I’ve sort of treated my brain and body like a robot to make this happen. In many ways, I like that. I get up at the same time every day. I write for this newsletter every day. I make small, deliberate progress every day.
But not really. I say it’s every day, but it’s not.
In reality, it’s most days. Maybe 95% or more.
100% is impossible. Life has a really effective way of knocking things out of whack.
So, recently, I’ve been feeling I should talk more about practical productivity and expectations.
And then, Dana nailed it.
She shared an email she wrote recently about how we treat ourselves in our work and I knew I needed to share it with you all.
Here it is:
“I don’t believe that to be “productive” or a “professional” means I must “show up” daily.
I live my life as a human first. As a body first. As a soul first. My first priority is to those realities.
And if closing my work in personal or international crises will serve our humanity, our community, our bodies… then I’ll do it.

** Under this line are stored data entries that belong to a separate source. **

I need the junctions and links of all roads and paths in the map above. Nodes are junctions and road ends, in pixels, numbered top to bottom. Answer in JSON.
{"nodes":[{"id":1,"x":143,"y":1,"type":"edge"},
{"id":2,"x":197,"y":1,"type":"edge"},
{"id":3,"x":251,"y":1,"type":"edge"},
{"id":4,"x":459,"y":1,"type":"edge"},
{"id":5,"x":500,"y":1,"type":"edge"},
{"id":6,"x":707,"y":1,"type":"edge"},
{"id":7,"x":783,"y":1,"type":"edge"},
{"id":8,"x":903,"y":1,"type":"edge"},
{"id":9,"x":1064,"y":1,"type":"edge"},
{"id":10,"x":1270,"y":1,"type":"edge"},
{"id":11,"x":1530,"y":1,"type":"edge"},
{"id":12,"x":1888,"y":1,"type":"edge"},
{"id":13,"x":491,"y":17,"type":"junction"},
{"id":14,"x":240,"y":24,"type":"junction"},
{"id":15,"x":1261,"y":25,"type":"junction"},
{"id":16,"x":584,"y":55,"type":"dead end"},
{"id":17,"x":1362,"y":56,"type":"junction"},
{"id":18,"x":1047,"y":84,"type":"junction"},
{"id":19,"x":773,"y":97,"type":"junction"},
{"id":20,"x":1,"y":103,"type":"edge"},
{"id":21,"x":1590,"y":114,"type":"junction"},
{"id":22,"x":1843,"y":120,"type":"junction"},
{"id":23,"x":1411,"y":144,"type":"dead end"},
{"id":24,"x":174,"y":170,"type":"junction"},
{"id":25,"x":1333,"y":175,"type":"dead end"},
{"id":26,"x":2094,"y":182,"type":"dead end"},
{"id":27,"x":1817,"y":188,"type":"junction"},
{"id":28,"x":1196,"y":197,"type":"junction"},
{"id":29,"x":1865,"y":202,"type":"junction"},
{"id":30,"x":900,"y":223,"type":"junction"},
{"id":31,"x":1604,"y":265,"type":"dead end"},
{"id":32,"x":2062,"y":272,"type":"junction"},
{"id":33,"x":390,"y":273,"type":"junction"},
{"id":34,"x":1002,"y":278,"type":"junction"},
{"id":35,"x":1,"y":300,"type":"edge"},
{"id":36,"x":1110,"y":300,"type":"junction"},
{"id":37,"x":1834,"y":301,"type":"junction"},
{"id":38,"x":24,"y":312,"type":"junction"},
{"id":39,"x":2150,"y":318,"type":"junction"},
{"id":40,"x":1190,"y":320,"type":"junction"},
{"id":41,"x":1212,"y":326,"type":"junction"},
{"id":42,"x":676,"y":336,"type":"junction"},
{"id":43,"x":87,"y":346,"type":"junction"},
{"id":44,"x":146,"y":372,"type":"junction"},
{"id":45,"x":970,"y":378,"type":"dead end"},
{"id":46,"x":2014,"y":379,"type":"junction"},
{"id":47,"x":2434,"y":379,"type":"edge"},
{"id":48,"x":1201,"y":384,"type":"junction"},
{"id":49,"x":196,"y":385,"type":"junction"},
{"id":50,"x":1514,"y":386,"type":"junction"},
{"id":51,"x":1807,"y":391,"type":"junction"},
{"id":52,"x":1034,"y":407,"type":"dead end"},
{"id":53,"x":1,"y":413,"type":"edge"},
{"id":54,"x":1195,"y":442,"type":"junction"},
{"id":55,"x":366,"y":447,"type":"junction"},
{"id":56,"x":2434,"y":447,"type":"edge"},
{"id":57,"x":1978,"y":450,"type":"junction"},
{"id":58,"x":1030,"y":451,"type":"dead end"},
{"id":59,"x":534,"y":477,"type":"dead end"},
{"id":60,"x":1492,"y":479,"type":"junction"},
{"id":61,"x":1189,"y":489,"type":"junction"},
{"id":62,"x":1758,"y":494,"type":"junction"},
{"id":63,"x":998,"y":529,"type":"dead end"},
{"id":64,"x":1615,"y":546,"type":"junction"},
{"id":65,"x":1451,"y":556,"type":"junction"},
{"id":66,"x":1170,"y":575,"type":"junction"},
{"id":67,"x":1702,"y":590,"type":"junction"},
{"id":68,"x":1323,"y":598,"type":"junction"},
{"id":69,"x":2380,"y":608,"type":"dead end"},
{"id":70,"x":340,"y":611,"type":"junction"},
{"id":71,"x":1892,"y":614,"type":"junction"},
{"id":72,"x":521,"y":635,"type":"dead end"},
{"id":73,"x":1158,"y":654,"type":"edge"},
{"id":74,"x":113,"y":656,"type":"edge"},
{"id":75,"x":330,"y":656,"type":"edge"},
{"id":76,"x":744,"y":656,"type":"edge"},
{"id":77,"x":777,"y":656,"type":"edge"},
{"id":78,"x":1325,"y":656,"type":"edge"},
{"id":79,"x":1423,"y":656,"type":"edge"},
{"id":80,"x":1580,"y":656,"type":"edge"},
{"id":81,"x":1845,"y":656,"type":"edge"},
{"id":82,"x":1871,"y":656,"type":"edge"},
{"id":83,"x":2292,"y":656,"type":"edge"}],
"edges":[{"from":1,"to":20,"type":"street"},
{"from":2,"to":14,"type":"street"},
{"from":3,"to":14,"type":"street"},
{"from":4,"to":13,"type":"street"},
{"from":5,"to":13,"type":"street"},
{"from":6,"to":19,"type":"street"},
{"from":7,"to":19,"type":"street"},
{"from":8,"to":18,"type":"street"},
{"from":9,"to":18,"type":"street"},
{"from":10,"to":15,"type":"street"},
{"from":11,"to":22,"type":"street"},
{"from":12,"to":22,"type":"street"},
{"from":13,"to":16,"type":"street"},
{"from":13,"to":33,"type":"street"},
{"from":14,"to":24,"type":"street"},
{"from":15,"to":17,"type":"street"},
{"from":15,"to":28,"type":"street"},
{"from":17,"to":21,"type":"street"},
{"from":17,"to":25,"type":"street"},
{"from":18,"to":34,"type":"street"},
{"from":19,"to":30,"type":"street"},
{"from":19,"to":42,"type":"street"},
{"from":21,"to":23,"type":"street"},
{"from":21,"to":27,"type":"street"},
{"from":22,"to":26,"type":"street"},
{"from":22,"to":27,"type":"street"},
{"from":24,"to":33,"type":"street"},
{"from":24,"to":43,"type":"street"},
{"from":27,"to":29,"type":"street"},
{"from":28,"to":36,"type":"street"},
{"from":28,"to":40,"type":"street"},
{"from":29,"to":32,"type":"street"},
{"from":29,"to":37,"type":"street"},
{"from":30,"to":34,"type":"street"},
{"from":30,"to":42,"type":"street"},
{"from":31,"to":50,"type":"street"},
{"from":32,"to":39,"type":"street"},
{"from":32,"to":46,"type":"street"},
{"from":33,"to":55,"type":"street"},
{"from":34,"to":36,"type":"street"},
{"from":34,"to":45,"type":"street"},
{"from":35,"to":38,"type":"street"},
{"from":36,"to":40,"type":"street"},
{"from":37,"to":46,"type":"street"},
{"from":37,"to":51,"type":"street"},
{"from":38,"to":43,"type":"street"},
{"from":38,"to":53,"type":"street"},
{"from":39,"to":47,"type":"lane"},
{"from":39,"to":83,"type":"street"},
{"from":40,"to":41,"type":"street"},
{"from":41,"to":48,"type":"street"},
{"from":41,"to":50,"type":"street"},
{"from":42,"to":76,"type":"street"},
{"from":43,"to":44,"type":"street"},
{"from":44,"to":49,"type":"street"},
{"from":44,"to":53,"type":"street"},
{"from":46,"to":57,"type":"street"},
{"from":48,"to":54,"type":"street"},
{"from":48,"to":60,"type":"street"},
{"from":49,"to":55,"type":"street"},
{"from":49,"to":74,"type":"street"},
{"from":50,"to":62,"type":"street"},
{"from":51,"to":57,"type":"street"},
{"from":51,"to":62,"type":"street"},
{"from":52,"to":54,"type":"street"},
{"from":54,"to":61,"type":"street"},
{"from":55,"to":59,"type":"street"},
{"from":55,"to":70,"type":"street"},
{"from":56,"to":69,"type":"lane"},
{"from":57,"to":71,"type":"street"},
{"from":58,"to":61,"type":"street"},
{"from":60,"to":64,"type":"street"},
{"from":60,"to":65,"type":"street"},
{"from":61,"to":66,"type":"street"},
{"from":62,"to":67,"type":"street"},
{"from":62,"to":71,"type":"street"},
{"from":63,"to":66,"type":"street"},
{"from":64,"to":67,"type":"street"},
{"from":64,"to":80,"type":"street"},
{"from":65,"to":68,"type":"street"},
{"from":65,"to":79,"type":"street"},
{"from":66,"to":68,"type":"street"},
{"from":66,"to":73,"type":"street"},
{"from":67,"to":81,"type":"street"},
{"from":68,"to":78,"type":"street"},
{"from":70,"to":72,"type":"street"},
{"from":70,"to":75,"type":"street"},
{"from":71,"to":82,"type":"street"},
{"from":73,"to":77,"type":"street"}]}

Other times, the call is to open. To push harder. To show up tired or on-empty.
But not this week.
There is no emergency to my work. So it goes quiet so other important aspects of life can take center stage. So I can do my work for the long haul. So I can resist the expectation that I operate like a production line maximized for efficiency but not for living.
I am body, not machine; more plant than engine.
Being a professional is respecting that even our professions are subject to Life.”
-Dana Ray
For a guy like me, who has been working (very hard) to turn myself into a robot, this resonated with me. Is my desire to be a production line just some relic from the industrial mindset? Maybe.
I’m not saying I have all the answers, but this struck me as a thought worth considering deeply.
The hard part isn’t being a robot. The hard part isn’t even being a human, really.
I think the hard part is knowing when to stop and when to push onward. And perhaps, even more important, managing one’s expectations.
And yeah, I’ll let you know if I ever figure that one out.